The Cabinet of Curiosities (Pendergast #3)



SAFELY ON THE STREET, SMITHBACK DUCKED THROUGH THE SEVENTY-seventh Street gate into Central Park and settled on a bench by the lake. The brilliant fall morning was already warming into a lovely Indian summer day. He breathed in the air and thought once again of what a dazzling reporter he was. Bryce Harriman couldn’t have gotten his hands on these papers if he had a year to do it and all the makeup people of Industrial Light and Magic behind him. With a sense of delicious anticipation, he removed the three sheets from his pocket. The faint scent of dust reached his nose as sunlight hit the top page.

It was an old brown carbon, faint and difficult to read. At the top of the first sheet was printed: Application for Access to the Collections: The New York Museum of Natural History


Applicant: Prof. Enoch Leng, M. D., Ph. D. (Oxon.), O. B. E., F. R. S. &tc.


Recommender: Professor Tinbury McFadden, Department of Mammalogy


Seconder: Professor Augustus Spragg, Department of Ornithology


The applicant will please describe to the committee, in brief, the purposes of his application:


The applicant, Dr. Enoch Leng, wishes access to the collections of anthropology and mammalogy to conduct research on taxonomy and classification, and to prepare comparative essays in physical anthropology, human osteology, and phrenology.


The applicant will please state his academic qualifications, giving degrees and honors, with appropriate dates:


The applicant, Prof. Enoch Leng, graduated Artium Baccalaurei, with First Honors, from Oriel College, Oxford; Doctor of Natural Philosophy, New College, Oxford, with First Honors; Elected Fellow of the Royal Society 1865; Elected to White’s, 1868; Awarded Order of the Garter, 1869.


The applicant will please state his permanent domicile and his current lodgings in New York, if different:


Prof. Enoch Leng

891 Riverside Drive, New York

New York


Research laboratory at

Shottum’s Cabinet of Natural Productions and Curiosities

Catherine Street, New York

New York


The applicant will please attach a list of publications, and will supply offprints of at least two for the review of the Committee.



Smithback looked through the papers, but realized he had missed this crucial piece.

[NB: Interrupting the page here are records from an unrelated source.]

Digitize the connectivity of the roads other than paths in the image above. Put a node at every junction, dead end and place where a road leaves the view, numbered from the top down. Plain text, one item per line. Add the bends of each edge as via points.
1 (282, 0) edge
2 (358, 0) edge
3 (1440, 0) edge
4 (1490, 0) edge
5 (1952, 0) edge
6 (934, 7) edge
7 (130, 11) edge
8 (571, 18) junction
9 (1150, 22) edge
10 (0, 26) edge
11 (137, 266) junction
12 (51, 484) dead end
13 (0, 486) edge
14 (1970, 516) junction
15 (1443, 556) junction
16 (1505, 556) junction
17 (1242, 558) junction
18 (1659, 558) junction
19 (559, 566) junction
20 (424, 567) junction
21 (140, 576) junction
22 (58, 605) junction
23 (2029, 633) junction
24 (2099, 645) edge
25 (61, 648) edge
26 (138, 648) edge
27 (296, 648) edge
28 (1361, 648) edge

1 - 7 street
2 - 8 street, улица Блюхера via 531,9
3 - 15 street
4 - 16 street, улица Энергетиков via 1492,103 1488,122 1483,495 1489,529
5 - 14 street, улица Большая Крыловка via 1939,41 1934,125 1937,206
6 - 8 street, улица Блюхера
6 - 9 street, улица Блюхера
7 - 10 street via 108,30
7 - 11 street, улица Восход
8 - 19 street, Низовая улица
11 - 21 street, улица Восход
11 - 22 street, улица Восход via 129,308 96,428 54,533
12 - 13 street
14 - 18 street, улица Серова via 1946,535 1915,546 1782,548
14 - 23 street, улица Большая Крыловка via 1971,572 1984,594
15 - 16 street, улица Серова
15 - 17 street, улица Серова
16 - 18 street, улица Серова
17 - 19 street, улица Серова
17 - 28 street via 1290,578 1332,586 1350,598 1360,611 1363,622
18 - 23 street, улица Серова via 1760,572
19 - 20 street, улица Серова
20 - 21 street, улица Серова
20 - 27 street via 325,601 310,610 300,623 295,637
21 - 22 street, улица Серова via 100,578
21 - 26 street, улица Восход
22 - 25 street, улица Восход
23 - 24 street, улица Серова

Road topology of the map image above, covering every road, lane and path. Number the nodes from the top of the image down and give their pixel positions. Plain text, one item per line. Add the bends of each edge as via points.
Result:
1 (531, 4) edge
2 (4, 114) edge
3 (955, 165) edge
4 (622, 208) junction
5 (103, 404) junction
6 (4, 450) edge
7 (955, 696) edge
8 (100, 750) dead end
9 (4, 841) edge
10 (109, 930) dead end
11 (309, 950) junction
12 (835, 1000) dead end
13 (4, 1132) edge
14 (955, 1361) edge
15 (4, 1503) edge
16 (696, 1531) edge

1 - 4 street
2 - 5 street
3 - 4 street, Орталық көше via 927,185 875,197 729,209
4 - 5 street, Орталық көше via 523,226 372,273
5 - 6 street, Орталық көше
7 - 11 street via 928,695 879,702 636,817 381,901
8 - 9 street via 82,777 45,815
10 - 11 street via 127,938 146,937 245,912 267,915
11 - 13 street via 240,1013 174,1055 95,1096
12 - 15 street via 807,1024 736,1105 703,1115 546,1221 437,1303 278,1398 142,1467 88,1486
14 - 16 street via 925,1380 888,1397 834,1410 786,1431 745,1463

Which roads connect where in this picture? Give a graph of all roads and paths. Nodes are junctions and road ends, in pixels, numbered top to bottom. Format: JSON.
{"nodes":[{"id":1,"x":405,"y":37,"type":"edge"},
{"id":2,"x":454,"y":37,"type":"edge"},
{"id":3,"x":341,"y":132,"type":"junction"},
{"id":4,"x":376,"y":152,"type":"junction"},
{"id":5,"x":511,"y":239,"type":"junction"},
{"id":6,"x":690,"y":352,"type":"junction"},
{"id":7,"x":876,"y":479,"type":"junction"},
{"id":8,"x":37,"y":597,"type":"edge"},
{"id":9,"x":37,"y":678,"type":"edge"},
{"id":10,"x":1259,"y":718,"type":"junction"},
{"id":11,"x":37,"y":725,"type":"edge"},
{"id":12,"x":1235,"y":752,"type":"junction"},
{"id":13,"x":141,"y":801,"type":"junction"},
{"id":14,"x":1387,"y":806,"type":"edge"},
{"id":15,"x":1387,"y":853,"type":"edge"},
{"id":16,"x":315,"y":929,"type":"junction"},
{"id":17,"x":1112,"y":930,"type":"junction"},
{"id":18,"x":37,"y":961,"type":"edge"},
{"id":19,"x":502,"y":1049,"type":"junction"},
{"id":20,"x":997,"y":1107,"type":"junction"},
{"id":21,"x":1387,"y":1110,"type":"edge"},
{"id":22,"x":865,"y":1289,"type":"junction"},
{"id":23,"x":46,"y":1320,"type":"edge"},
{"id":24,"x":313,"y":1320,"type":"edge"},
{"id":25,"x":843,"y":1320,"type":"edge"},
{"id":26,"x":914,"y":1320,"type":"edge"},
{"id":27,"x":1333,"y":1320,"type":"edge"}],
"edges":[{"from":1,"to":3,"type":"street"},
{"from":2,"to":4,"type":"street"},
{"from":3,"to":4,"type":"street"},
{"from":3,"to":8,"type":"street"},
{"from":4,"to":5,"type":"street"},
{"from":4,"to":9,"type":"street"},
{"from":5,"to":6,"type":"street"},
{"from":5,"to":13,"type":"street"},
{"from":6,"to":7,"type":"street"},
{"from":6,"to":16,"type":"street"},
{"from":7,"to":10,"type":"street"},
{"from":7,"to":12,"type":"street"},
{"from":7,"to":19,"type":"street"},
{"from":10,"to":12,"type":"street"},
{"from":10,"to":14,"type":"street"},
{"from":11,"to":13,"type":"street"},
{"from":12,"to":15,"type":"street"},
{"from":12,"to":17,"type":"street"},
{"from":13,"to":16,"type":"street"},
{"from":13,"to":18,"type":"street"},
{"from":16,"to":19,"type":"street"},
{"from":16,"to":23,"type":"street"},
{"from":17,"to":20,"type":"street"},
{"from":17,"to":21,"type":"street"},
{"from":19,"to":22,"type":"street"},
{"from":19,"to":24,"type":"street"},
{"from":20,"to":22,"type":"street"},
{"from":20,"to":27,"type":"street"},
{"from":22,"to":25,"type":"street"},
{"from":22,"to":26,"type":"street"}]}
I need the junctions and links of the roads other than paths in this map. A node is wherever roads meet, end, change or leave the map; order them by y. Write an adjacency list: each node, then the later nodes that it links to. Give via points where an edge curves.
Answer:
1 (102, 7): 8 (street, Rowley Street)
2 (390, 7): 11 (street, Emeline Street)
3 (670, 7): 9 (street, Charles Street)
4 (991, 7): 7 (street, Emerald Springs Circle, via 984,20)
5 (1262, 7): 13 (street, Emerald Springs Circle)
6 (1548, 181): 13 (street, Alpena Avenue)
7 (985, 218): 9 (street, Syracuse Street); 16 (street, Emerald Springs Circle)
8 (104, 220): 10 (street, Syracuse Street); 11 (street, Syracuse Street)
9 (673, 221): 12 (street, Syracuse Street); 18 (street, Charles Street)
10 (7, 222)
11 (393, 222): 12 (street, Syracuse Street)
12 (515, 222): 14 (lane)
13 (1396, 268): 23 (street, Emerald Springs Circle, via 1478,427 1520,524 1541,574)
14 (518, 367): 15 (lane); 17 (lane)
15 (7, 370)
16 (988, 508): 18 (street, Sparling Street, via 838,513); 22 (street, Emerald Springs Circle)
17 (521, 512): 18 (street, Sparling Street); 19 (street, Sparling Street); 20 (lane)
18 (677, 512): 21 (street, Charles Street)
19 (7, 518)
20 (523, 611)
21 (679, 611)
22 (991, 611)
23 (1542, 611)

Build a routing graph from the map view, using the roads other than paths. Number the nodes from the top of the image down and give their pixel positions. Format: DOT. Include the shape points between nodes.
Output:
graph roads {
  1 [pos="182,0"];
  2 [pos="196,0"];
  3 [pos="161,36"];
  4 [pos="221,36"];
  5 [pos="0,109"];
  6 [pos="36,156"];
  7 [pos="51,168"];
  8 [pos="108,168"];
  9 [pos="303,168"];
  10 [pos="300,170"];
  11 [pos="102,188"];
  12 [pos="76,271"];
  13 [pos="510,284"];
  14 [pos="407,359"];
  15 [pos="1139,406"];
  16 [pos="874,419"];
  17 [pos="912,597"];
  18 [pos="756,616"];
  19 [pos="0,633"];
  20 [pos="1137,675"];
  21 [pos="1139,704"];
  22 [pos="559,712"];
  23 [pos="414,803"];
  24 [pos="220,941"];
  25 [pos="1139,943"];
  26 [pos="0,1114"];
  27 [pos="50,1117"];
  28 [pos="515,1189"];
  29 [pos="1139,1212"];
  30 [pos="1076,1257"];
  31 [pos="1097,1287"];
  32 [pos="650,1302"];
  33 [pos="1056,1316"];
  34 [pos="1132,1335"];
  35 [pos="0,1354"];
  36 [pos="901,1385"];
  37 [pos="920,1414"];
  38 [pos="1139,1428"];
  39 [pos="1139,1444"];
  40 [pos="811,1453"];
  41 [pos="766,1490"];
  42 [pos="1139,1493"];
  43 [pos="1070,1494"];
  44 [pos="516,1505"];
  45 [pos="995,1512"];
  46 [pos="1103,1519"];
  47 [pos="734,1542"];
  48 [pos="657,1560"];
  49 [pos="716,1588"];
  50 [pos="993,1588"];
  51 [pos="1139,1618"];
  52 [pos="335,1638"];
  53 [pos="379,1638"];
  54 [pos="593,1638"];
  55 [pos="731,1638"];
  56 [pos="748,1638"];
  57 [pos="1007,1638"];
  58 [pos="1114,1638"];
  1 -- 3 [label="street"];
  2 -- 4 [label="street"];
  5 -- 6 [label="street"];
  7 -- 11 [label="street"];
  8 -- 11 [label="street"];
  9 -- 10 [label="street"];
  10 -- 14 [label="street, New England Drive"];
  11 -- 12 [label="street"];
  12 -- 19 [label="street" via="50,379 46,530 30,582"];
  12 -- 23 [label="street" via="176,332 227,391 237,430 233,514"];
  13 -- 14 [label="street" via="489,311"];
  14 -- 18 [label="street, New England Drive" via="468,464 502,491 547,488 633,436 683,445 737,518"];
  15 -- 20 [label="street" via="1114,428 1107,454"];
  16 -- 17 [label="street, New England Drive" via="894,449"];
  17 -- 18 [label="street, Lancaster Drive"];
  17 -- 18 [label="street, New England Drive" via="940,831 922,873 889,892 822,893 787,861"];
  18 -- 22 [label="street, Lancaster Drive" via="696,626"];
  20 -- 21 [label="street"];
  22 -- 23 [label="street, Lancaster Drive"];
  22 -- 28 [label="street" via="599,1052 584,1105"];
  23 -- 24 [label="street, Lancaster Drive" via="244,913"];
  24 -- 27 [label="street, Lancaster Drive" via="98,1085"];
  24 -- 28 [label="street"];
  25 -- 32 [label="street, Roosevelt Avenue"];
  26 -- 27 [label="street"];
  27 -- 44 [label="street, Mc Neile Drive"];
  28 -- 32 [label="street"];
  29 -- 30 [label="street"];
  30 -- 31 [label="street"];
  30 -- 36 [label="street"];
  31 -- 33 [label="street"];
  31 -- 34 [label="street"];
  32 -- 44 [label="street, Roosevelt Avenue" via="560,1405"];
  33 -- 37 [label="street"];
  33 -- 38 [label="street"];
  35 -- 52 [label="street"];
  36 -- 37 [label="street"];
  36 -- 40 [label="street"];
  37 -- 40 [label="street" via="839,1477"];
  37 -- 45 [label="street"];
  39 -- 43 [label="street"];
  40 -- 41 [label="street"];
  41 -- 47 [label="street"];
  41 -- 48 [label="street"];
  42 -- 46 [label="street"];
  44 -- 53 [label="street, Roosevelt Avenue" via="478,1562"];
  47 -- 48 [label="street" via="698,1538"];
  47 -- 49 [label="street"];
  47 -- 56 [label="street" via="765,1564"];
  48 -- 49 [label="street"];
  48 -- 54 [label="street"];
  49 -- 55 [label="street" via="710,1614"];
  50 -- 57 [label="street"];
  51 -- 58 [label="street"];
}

The disposition of the Committee is presented below:


Professor is hereby given permission to the free and open use of the Collections and Library of the New York Museum of Natural History, this 27th Day of March, 1870.


Authorized Signatory: Tinbury McFadden


Signed: E. Leng.

Smithback swore under his breath. He felt abruptly deflated. This was thin—thin indeed. It was too bad that Leng hadn’t gotten his degree in America—that would have been much easier to follow up. But maybe he could pry the information out of Oxford over the telephone—although it was possible the academic honors were false. The list of publications would have been much easier to check, and far most interesting, but there was no way he could go back and get it now. It had been such a good idea, and he’d pulled it off so well. Damn.

Smithback searched through the papers again. No photograph, no curriculum vitae, no biography giving place and date of birth. The only thing here at all was an address.

Damn. Damn.

But then, a new thought came to him. He recalled the address was what Nora had been trying to find. Here, at least, was a peace offering.

Smithback did a quick calculation: 891 Riverside lay uptown, in Harlem somewhere. There were a lot of old mansions still standing along that stretch of Riverside Drive: those that remained were mostly abandoned or broken up into apartments. Chances were, of course, that Leng’s house had been torn down a long time ago. But there was a chance it might still stand. That might make a good picture, even if it was an old wreck. Especially if it was an old wreck. Come to think of it, there might even be bodies buried about the premises, or walled up in the basement. Perhaps Leng’s own body might be there, moldering in a corner. That would please O’Shaughnessy, help Nora. And what a great capstone for his own article—the investigative journalist finding the corpse of America’s first serial killer. Of course, it was very unlikely, but even so…

Smithback checked his watch. Almost one o’clock.

Oh, God. Such a brilliant bit of detective work and all he’d really got was the damn address. Well, it was a matter of an hour or two to simply go check and see if the house was still standing.